- Assignment:
Scan the records for "nodes". Show the matching lines.

========

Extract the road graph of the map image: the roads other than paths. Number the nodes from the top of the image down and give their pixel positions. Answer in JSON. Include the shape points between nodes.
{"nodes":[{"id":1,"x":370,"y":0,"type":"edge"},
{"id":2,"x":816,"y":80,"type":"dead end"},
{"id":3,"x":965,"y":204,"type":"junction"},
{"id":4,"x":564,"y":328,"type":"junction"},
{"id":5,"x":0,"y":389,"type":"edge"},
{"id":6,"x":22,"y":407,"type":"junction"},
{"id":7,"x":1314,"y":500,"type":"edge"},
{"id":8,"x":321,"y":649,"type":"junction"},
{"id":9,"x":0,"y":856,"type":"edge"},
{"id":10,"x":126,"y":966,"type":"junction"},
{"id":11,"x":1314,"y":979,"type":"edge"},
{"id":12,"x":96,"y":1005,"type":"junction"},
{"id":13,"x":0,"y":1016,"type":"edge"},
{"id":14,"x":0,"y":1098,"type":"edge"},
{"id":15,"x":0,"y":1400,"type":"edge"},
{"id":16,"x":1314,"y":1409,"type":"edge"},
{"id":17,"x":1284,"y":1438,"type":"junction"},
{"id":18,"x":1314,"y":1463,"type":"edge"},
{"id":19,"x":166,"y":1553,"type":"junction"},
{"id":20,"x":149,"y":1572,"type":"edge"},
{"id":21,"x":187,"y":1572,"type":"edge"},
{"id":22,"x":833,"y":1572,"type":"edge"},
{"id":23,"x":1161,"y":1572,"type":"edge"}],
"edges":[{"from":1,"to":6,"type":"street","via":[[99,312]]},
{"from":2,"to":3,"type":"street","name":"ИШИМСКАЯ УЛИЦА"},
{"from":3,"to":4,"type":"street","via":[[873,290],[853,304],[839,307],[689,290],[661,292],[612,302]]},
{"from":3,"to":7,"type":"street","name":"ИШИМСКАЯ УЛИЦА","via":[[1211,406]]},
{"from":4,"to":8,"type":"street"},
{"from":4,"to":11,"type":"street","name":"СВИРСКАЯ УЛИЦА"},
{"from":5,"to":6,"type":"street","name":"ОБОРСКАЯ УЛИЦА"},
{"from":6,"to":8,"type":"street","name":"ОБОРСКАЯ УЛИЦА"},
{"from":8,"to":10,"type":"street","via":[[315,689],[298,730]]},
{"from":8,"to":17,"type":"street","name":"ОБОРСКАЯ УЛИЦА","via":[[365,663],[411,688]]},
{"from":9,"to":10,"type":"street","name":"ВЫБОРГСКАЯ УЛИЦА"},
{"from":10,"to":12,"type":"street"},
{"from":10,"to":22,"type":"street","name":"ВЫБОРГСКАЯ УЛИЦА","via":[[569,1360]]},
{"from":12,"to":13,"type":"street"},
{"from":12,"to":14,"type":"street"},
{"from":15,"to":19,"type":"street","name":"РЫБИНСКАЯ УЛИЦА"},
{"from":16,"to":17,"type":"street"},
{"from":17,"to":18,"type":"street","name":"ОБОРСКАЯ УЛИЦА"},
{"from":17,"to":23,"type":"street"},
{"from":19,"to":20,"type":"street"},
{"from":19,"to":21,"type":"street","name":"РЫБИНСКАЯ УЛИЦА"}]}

========

- Response area:
Extract the road graph of the map image: the roads other than paths. Number the nodes from the top of the image down and give their pixel positions. Answer in JSON. Include the shape points between nodes.
{"nodes":[{"id":1,"x":370,"y":0,"type":"edge"},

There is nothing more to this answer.